Error trying to get page title in google sheets-CodePudding

Can you help me with the correct XPath to select the text of the title "Quotes to Scrape" contained in the <a> tag inside an <h1> tag on the following webpage?

I need to use this XPath on the IMPORTXML function in Google Sheets, but I'm not sure if the XPath is correct.

=IMPORTXML("https://quotes.toscrape.com/","//div[@class='col-md-8']/h1/a")

I have an error in Google Sheets. I am expecting to get the text inside /h1/a.

CodePudding user response：

Got it

=IMPORTXML("http://quotes.toscrape.com/";"//div[@class='col-md-8']/h1/a")

The answer was semicolon instead of comma

CodePudding user response：

I'm writing this answer as a community wiki since the solution was provided by @margusl in the comments section, for visibility to the community.
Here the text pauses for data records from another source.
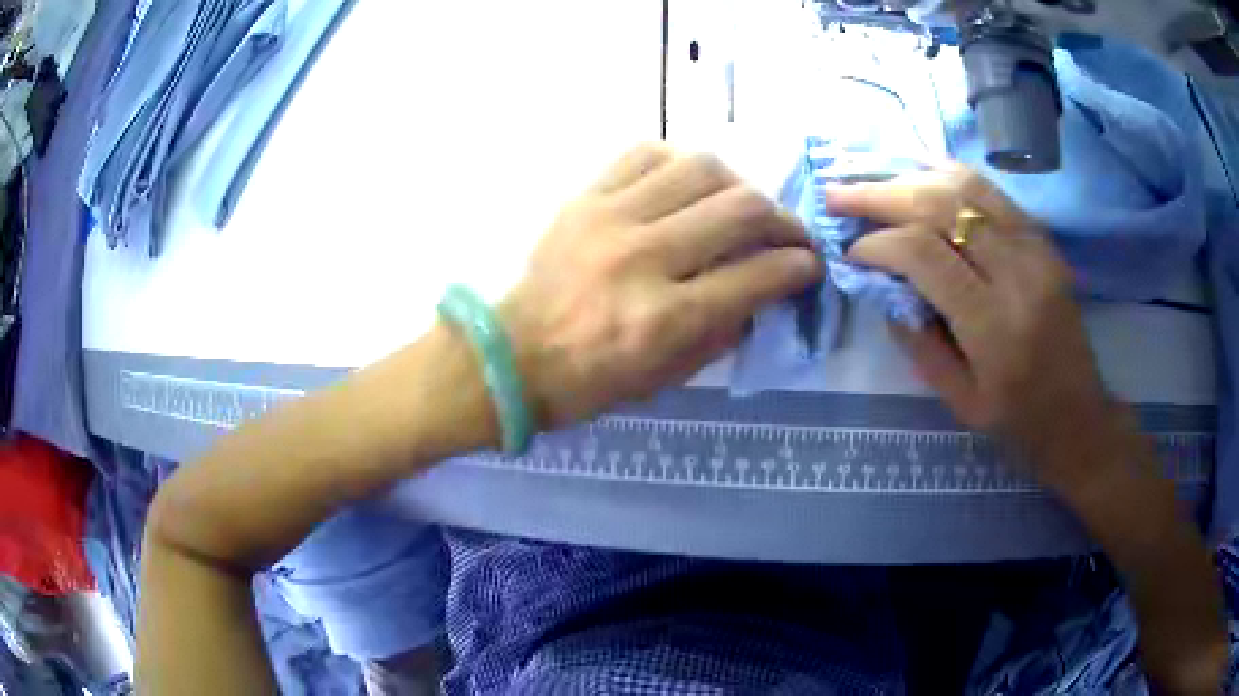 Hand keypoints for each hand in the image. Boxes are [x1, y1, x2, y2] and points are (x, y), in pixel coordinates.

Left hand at [501, 144, 822, 427]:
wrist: (511, 355)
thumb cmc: (589, 381)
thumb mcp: (667, 377)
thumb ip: (724, 330)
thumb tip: (764, 288)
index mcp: (664, 318)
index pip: (757, 275)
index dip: (798, 267)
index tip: (810, 265)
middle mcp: (643, 257)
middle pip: (739, 209)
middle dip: (782, 220)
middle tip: (789, 234)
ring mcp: (610, 218)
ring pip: (699, 169)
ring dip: (737, 185)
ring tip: (741, 206)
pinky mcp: (585, 198)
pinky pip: (645, 155)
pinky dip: (680, 165)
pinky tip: (687, 186)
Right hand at [824, 164, 1120, 492]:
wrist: (1079, 415)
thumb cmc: (1017, 421)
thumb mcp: (958, 401)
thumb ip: (917, 340)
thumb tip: (881, 284)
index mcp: (994, 327)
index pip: (924, 255)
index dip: (878, 243)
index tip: (852, 252)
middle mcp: (1017, 274)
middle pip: (941, 206)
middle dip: (881, 194)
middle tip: (839, 193)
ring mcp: (1035, 249)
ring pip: (965, 186)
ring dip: (910, 175)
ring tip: (871, 176)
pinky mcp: (1042, 239)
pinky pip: (991, 190)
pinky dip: (948, 173)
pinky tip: (918, 170)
The issue was related to a typo with the formula. The formula with the issue was

=IMPORTHTML("https://quotes.toscrape.com/","//div[@class='col-md-8']/h1/a")

However, IMPORTHTML doesn't use XPath, it uses a query like "List" or "Table" as mentioned here.

So to fix the issue, you need to fix the typo and use:

=IMPORTXML("http://quotes.toscrape.com/","//div[@class='col-md-8']/h1/a")

Or you can also use:

=IMPORTXML("http://quotes.toscrape.com/","/html/body/div/div[1]/div[1]/h1/a")